Which is borne out by the fact that his foot is bare when it comes off the pedal:

And his shoe is still stuck to it:

Which raises an important question:

Should triathletes use clipless pedals at all?

This is not some cheap shot at their bike-handling skills.  Rather, it's a legitimate question.  Now, you may or may not agree with Grant Petersen's analysis that clipless pedals are useless.  However, are the theoretical performance benefits of clipless pedals really worth it in an event like triathlon, when the trade-off seems to be that they have the power to completely undo a competitor, from the Olympic level on down?  (Way down.)

Wouldn't it be faster to just jump onto a pair of specially-designed flat pedals while barefoot?  Would you really lose that much "power transfer?"  Is there any point to fumbling about or crashing because you hadn't managed to work your foot into your shoes yet?  Better yet, what about going with adhesive soles?  If Simon Whitfield had used flat pedals and a pair of topless sandals, not only might he be wearing a gold medal today, but he'd also go on to revolutionize triathlon in the same way Greg LeMond revolutionized cycling with his time trial helment and aerobars, or Mario Cipollini revolutionized tanning by having his blood replaced with olive oil.  But I guess we'll never know.

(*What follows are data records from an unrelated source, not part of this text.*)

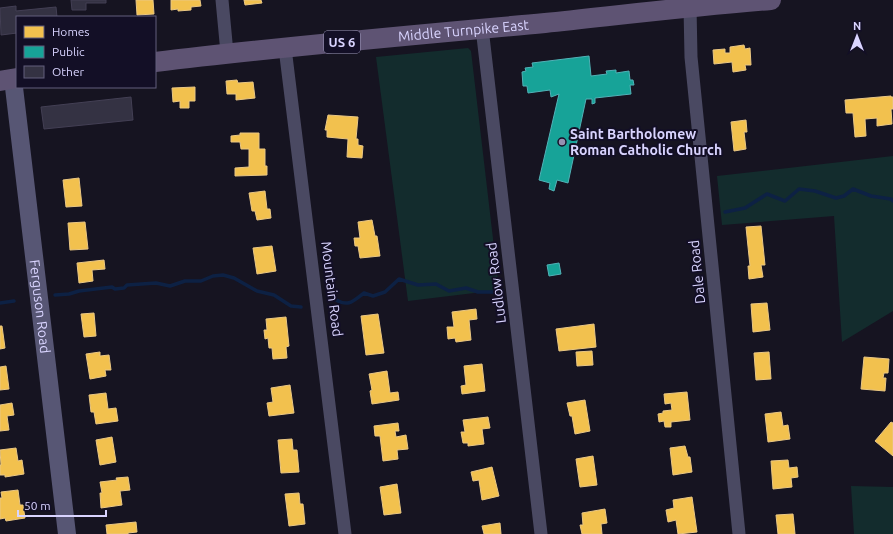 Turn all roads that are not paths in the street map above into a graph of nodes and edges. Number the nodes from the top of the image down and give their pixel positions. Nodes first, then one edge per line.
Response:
1 (222, 0) edge
2 (771, 0) edge
3 (702, 4) edge
4 (482, 28) junction
5 (285, 48) junction
6 (227, 53) junction
7 (156, 62) edge
8 (10, 79) edge
9 (67, 534) edge
10 (345, 534) edge
11 (541, 534) edge
12 (739, 534) edge

1 - 6 street
2 - 3 main road, Middle Turnpike East / US 6
3 - 4 main road, Middle Turnpike East / US 6
3 - 12 street, Dale Road
4 - 5 main road, Middle Turnpike East / US 6
4 - 11 street, Ludlow Road
5 - 6 main road, Middle Turnpike East / US 6
5 - 10 street, Mountain Road
6 - 7 main road, Middle Turnpike East / US 6
8 - 9 street, Ferguson Road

The book will contain Wiggins's trademark "candour:"

Matt Phillips, editorial director at Yellow Jersey Press, called Wiggins “a bona fide superstar”. Phillips paid tribute to Wiggins’ “humility” amidst outstanding success and “refreshing candour” in an environment where “sports heroes speak like PR automatons”.

As is clear from its title:

By the way, the blurbs are already in, and they're all raves:

"Uh, yeah.  I read it.  Uh.  Heh, heh."
--Former teammate and dynamic cycling personality Dave Zabriskie

"The Jensie knows how to suffer.  When I am reading this boring book I just want to sleep but I yell 'Shut up, eyes!' and keep going."
--Affable German Jens Voigt

"It’s a good spondee.  Cunt.  Face. You can’t stress one or the other. Two big stresses."
--Acclaimed author Martin Amis

"I skipped to the parts about me."
--Olympic gold medalist Alexandre Vinokourov

I only hope the book also covers Wiggins's subsequent conversion to Orthodox Judaism:

Save the payos for me, they look delicious.

Lastly, after blowing the lid off the whole "quad-off" thing, the New York Times is officially scraping the bottom of the velodrome with a hard-hitting look at dernys:

I can't wait until the Cat 6 racers in Brooklyn have their own personal derny pacers.